Realistically, particularly for complex graphical environments, you'll need a "graphics model" of some kind to handle all the extra processing the visual representation needs. Much of that (if not all) can be decoupled from the game logic but it still has to happen somewhere. In other applications, I've included that code towards the 'view' end of MVC. The renderer (if you know what I mean) needs to keep track of ongoing animations or visual cues or whatever but my game routine doesn't care.

My way of figuring out how to handle generic input is to figure out what I need to do (using the application) and what my logic needs to know. I'll use chess as an example:

Playing the game in text, I say '3A to 4B'.
Playing the game visually, I click a piece and click the square to move.

My game loop needs to know piece or original location, and new location.

I have a one step (text) and two step (graphic) system that needs to be standardized for my game logic. So, I can add a "piece selection" step to the text display (making it two steps), where I send 'selected piece', receive possible locations, then send new location; or I leave it at one step (A to B, OK or NO) and leave the visual cues to that display.

The two step solution is probably the purest MVC solution, but I'd use whichever fit best. Don't get too hung up on an elegant solution if you can find one that makes sense for you.

In Topic: [web] 2 player turn battle script crashes.

29 September 2010 - 06:37 AM

Since the browser is crashing after running out of available memory, your problem is in your ajax responses. You are either sending too much data or the JS is hanging somewhere. Try watching your network traffic and the live DOM to see what's actually going on during each load using Firebug or whatever dev tool you prefer.

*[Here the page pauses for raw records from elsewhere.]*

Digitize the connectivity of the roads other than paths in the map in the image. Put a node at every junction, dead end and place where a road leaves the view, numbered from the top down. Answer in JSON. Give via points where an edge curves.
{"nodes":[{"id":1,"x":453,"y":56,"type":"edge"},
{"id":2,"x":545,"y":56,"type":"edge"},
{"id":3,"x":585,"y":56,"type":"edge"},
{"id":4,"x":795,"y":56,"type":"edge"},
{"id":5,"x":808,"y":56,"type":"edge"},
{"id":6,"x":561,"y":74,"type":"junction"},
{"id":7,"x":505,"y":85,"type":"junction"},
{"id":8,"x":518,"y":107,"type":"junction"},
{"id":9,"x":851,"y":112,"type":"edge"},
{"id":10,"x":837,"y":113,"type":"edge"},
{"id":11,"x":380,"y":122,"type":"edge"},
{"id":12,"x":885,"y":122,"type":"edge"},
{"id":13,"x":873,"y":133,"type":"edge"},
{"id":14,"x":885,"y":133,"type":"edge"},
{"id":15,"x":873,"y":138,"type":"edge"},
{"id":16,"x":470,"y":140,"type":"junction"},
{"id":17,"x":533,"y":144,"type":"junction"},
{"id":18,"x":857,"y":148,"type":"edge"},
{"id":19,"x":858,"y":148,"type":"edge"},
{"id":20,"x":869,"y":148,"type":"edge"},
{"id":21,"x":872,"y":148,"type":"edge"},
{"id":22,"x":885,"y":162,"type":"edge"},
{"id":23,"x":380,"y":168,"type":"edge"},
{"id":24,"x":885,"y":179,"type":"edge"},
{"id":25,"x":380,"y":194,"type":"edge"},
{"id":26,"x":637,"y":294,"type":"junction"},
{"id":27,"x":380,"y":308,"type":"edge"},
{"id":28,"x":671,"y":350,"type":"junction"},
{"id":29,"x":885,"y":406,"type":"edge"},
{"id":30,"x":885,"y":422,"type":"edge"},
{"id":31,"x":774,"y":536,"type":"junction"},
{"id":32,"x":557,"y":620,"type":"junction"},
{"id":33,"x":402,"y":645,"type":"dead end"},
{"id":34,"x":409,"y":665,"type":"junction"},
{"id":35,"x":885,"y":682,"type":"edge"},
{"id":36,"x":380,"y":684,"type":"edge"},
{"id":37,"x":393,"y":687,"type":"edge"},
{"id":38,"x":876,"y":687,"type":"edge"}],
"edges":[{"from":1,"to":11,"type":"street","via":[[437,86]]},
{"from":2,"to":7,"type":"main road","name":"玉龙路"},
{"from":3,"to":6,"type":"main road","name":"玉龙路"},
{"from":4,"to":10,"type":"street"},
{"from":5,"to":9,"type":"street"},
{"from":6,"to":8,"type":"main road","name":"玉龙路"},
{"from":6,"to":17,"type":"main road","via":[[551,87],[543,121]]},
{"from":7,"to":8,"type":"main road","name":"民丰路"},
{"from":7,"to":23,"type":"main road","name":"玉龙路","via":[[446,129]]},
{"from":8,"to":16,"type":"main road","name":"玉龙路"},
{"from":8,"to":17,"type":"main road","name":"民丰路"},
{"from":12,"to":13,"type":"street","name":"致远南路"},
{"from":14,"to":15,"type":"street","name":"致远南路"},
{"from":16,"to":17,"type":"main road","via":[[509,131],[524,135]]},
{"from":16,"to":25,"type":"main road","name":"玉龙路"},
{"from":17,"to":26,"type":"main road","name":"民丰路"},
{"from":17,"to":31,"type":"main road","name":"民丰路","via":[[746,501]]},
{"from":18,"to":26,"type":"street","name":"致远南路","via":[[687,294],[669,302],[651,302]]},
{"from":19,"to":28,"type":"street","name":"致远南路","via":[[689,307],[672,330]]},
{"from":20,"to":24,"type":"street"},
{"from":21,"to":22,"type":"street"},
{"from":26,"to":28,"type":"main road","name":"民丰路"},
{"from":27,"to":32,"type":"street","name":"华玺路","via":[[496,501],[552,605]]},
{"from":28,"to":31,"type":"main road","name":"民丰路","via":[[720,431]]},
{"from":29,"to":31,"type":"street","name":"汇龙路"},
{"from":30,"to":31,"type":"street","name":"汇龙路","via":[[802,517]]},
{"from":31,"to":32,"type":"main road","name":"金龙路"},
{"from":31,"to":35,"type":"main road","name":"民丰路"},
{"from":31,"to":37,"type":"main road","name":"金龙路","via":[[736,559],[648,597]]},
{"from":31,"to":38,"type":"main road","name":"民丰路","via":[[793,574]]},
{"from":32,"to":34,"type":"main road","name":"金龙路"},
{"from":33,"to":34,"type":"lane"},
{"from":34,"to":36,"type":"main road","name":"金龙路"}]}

Glancing over your code, you've got some strange things going on I don't understand. For instance, this block:

<script type='text/javascript'>

function turnlistener() {

$(function() {


You keep resending turnlistener() unnecessarily. You only need it once.

Use the $(document).ready() method OR the passing a function as an argument to jQuery method, having both is messy and redundant. But actually, use neither: The initial page load can directly insert the opening battle sequence. Your second player should begin longpolling at that point, waiting for the first player to act. Your response to the first action should start that player longpolling, after the second player sees the action you should stop polling and allow him to act.

You have a lot of XHTML/HTML/CSS mistakes along with the goofy JS structure. Try removing all the backend logic to test your interface/ajax. Make a simple backend in PHP that simulates a typical battle (just generates the next stage of results whenever a player acts) and watch what happens.

You say you're using JSON, but you aren't. That's not how .load() works and not what battlegetnextunit.php responds.

I'm assuming your combat logic works (haven't looked hard at the code), your weak spot (and the bug) lies with your client-side code and server responses. Read over the jQuery API and some ajax/HTML/CSS tutorials to fix your logic and make your life easier.

Hope that helps.


While there are many reasons classes are good, the example Cygnus gave isn't one of them. The reason is option 3:

function round($x, $precision=0);

round() will continue to work as expected in the legacy code but now include a precision option. This is also how you would want to change your $Math->round() method, not by setting member variables in the constructor.

Rewriting your code to include a player class to get rid of all your duplicated loops and hard-to-read code is a spectacular idea. Game units lay very neatly into the objects that OOP is meant to express, take advantage of it!